November 25, 2003, 03:40 PM
Before you do anything...Spray lots of WD-40 in the muzzle and point the
gun muzzle up to let it work its way around the bullet. Let it penetrate
overnight. Get a wooden dowell rod as close to bore diameter as you
can find, and drive it out with the rod and a hammer. Use a long enough
rod to keep the hammer from hitting the muzzle crown when the bullet turns loose. Putting the gun in a freezer for a few hours may also help.

Good luck.


another okie
November 25, 2003, 07:58 PM
I probably should start another thread on this, but I also jammed a bullet in a barrel, a jacketed .45 ACP round. When I drove the bullet out it left part of the jacket behind. What's the best way to get the jacket out?

I feel really stupid and think I must have loaded one with primer only.

November 25, 2003, 08:15 PM
Altho it might take some whackin ..... a soft lead slug (as you'd use to slug barrel) ..... and using a well fitting hardwood dowel ... could drive the jacket out ahead of it .... the copper is quite thin but of course is already engraved with rifling.

To do it chemically might need rather an excess of time with ''nasties'' in the barrel.

November 25, 2003, 08:36 PM
Folks, I'm kinda surprised that no one has mentioned the best thing to use for help in freeing REALLY stuck bullets--good old Kroil.

You can get it from most any hardware store.

Most of the time, use of a non-marking rod and a hammer will get the stuck bullet out. However, if you can't, then:

Point the muzzle upright.

Squirt some Kroil down the bore. You don't have to wait long--about 10 minutes.

Place the rod down the bore, and lightly tap. The bullet will come forth.

If you have a jacket stuck, try the bore brush trick. Run a bore brush in, then back out. It should pull the jacket with it. If not, repeat the Kroil operation, and try again.

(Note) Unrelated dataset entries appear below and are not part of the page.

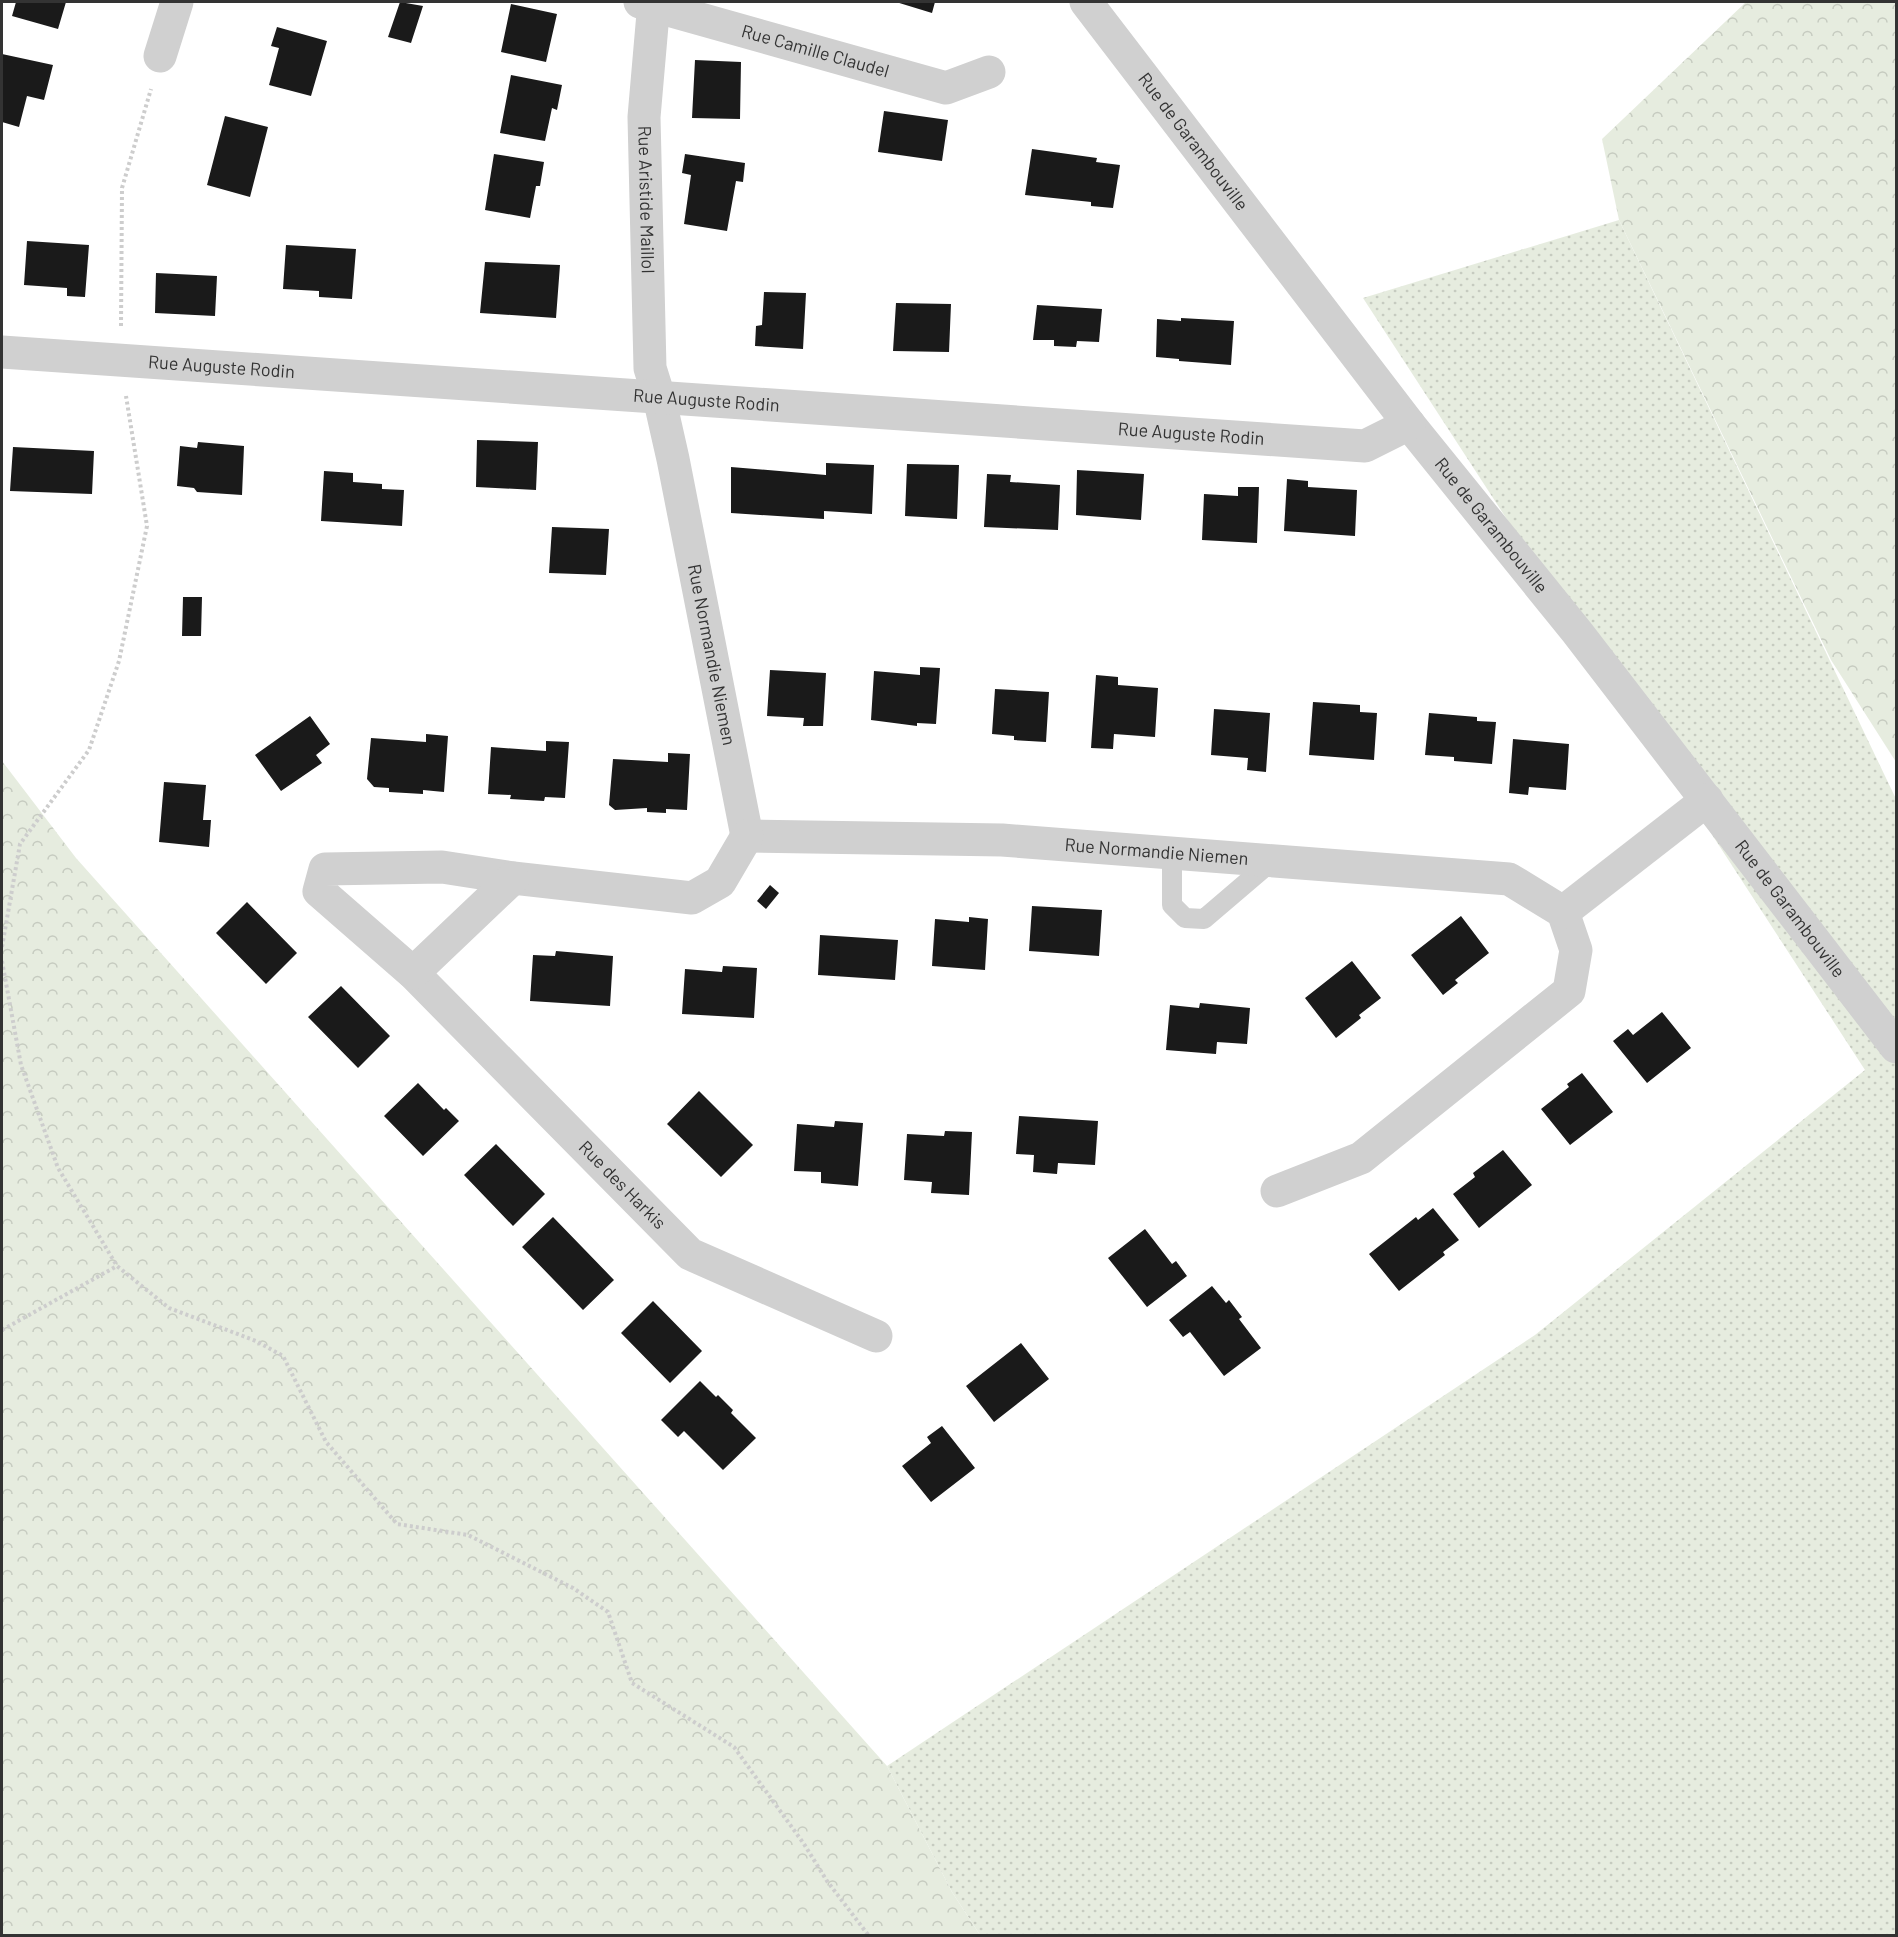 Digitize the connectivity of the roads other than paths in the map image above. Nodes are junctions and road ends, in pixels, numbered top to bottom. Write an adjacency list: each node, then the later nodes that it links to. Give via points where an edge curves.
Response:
1 (177, 2): 4 (street)
2 (1086, 2): 8 (street, Rue de Garambouville)
3 (649, 3): 5 (street, Rue Camille Claudel, via 945,88); 7 (street, Rue Aristide Maillol, via 644,117 650,368)
4 (160, 56)
5 (989, 72)
6 (2, 352): 7 (street, Rue Auguste Rodin)
7 (659, 397): 8 (street, Rue Auguste Rodin, via 1365,446); 10 (street, Rue Normandie Niemen)
8 (1409, 424): 9 (street, Rue de Garambouville)
9 (1707, 800): 14 (street); 16 (street, Rue de Garambouville)
10 (747, 836): 11 (street, Rue Normandie Niemen, via 1002,840); 13 (street, Rue des Harkis, via 720,882 692,898)
11 (1172, 853): 12 (street, Rue Normandie Niemen); 12 (lane, via 1172,905 1185,918 1204,919)
12 (1273, 860): 14 (street, Rue Normandie Niemen, via 1509,879)
13 (513, 878): 15 (street); 15 (street, Rue des Harkis, via 442,867 325,869 319,891)
14 (1563, 912): 17 (street, via 1576,950 1569,991 1361,1158)
15 (413, 973): 18 (street, Rue des Harkis, via 690,1254)
16 (1896, 1047)
17 (1277, 1191)
18 (876, 1336)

November 27, 2003, 12:23 PM
i keep a few dowels around in various diameters and legnths for drivin' out stuck bullets. but, i like the brass rod idea. would be cheaper in the long haul. what grieves me, is that somehow, on occasion, i end up with powderless rounds in my reloads. i have people bring me their own stuck bullet guns too, cause i am a bit of a shadetree gunsmith.

December 1, 2003, 06:26 AM
I didn't mention price in my earlier post... $1.99 for the 1/8 " and $2.99 for the 3/16 " 3' brass rods at the local Ace Hardware. It was a Sunday PM when I bought the last one - it came in a tube with a replaceable cap - it resides in my 28" barrel CZ-452 'Super Exclusive' case... a short length is always in my range bag... and a pair of slip-joint pliers for 'impact' assistance. Worth their weight in gold when you need them!


Jim Watson
December 1, 2003, 08:14 PM
A friend of mine carries a 7" stainless rod with a 3" knob on the end in his ammo box. He can drive a LEAD bullet out with just a palm whack. A jacketed bullet will take a mallet. He has made a lot of friends on the range with it. He once stuck a .38 wadcutter during a PPC match. Drove it out, reloaded, and finished the string in time.

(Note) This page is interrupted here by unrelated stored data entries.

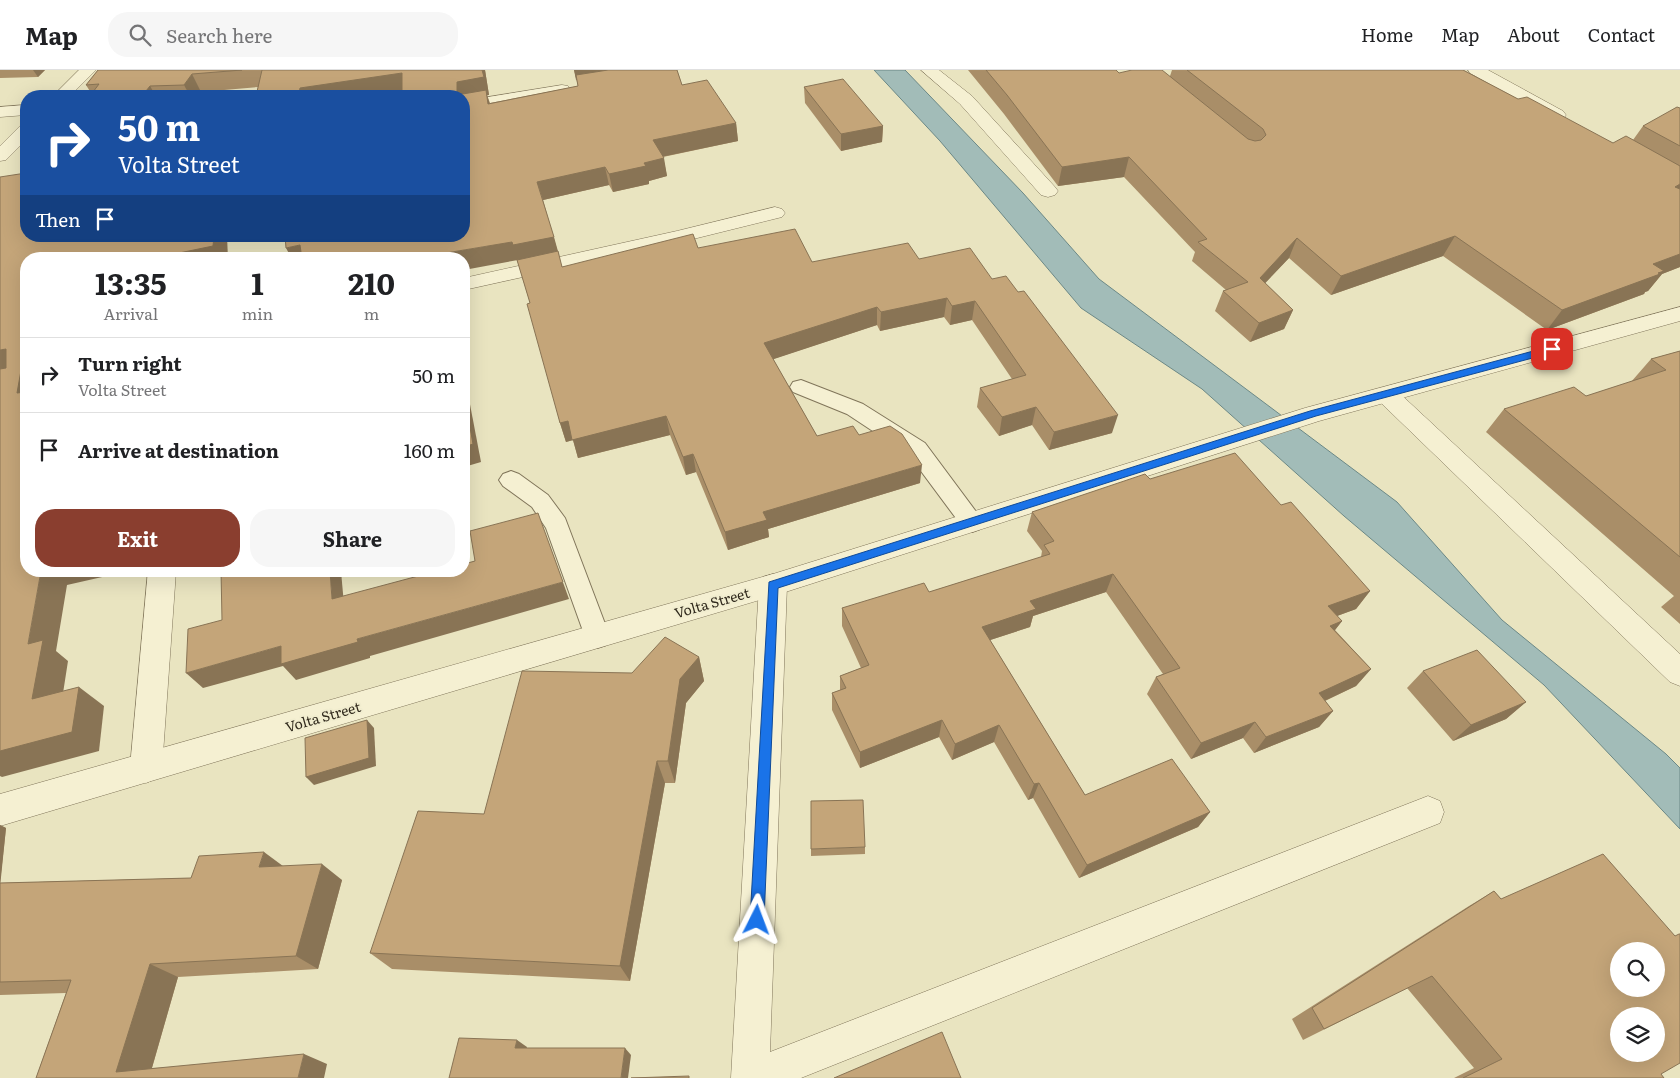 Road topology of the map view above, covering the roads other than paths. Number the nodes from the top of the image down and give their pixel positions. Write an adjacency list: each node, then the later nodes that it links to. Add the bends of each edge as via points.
1 (88, 70): 5 (street)
2 (929, 70): 12 (street, via 966,100)
3 (1476, 70): 9 (street)
4 (578, 87): 6 (street)
5 (67, 90)
6 (470, 105)
7 (20, 110): 8 (street)
8 (0, 112)
9 (1569, 122)
10 (20, 136): 11 (street)
11 (0, 156)
12 (1048, 191)
13 (775, 213): 14 (street)
14 (470, 283)
15 (1680, 314): 17 (street, Volta Street)
16 (801, 387): 19 (lane, via 855,409 917,449)
17 (1387, 395): 19 (street, Volta Street, via 1313,414); 23 (street)
18 (511, 480): 22 (lane, via 540,501 557,525)
19 (972, 523): 21 (street, Volta Street)
20 (162, 577): 24 (street)
21 (773, 585): 22 (street, Volta Street); 27 (street)
22 (597, 637): 24 (street, Volta Street)
23 (1680, 673)
24 (146, 768): 25 (street, Volta Street)
25 (0, 810)
26 (1428, 812): 27 (street)
27 (751, 1078)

A jacketed bullet will take a brass or steel rod as large as the bore will pass and a hammer. I have seen it recommended to use a HEAVY hammer so a long slow swing with a lot of momentum will drive out the bullet where a series of sharp raps with a light hammer will upset the bullet tighter. I haven't had to try that. Yet. But I am just studying subsonic rifle loading and will have to have the possibility in mind.

December 5, 2006, 09:33 AM
I had my first squib last night in a 9MM 226. I am gonna go with primer only, the bullet is stuck an inch or so from the chamber, bullet is lead. I ordered squib rods ( and a nylon hammer ( from Brownells. Which direction should I push the bullet out? Muzzle or chamber?

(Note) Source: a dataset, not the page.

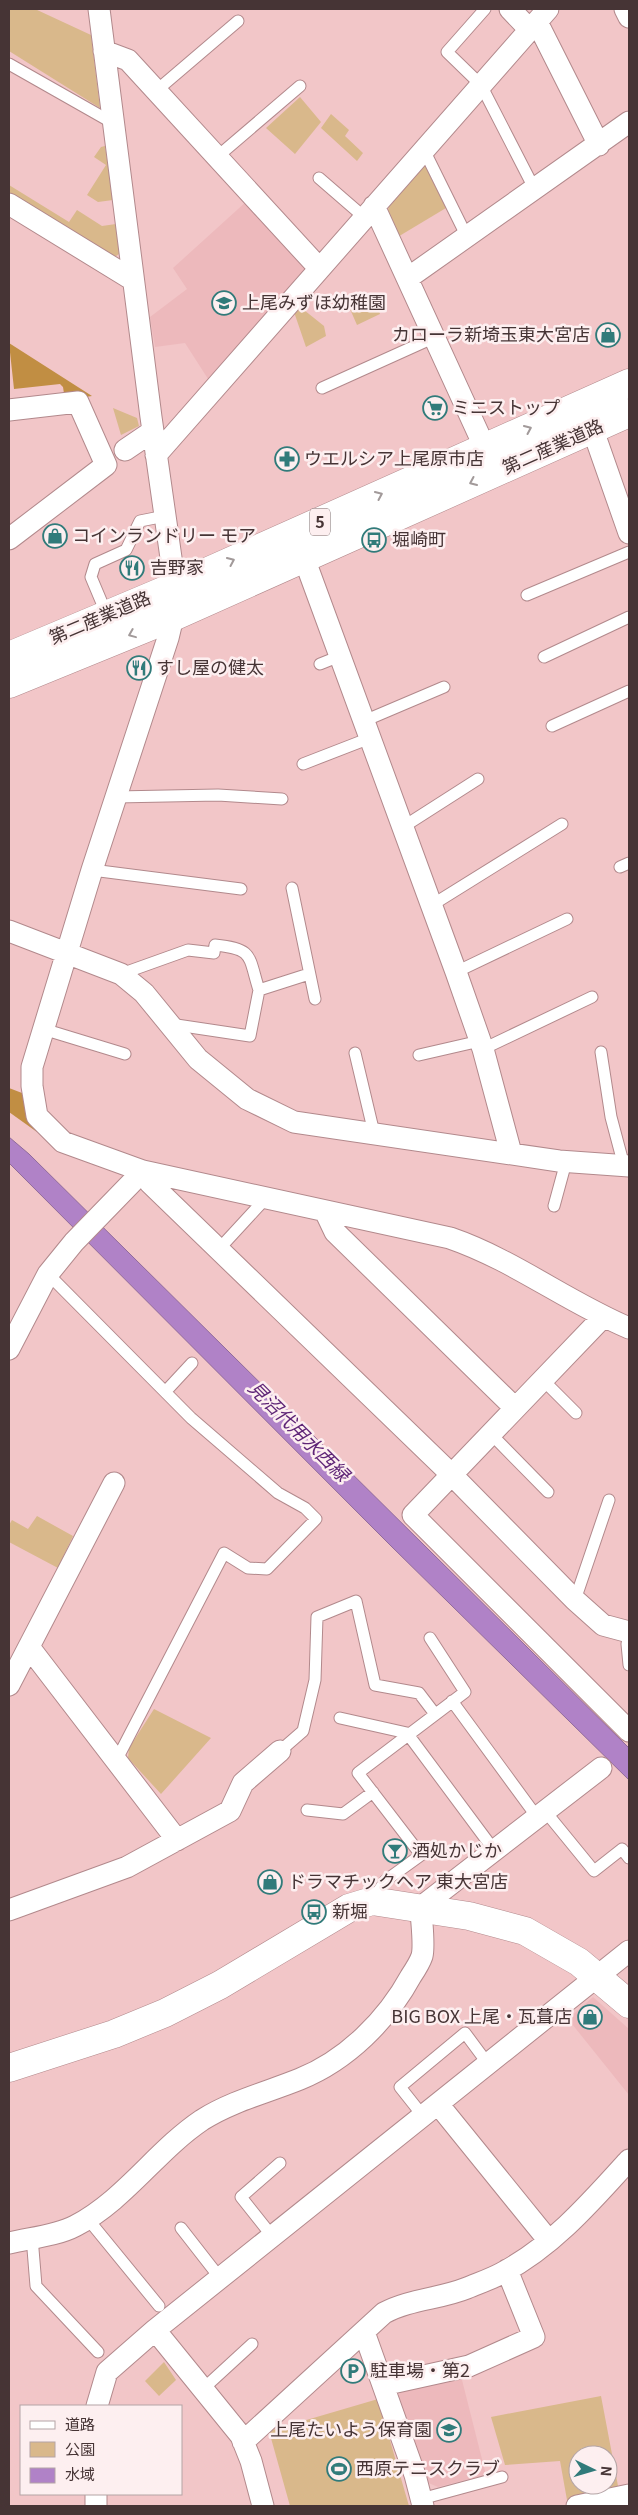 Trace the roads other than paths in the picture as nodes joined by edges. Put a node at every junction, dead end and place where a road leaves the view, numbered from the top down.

December 5, 2006, 10:16 PM
adweisbe ,

Drive it back towards the chamber for two reasons,

It's a shorter distance,and the bullet will already be sized to fit that part of the bore(just in case there is a tight spot further down the barrel).

If it was an inch from the muzzle,I'd drive it on out that way,since it is the shortest distance.


I see things all the time where one heavy hammer blow would have started it moving instead of several small whacks that just upset it as you noticed.
A sudden swift blow will start things moving that a 30 ton press wouldn't budge(like king pins on a Ford truck axle).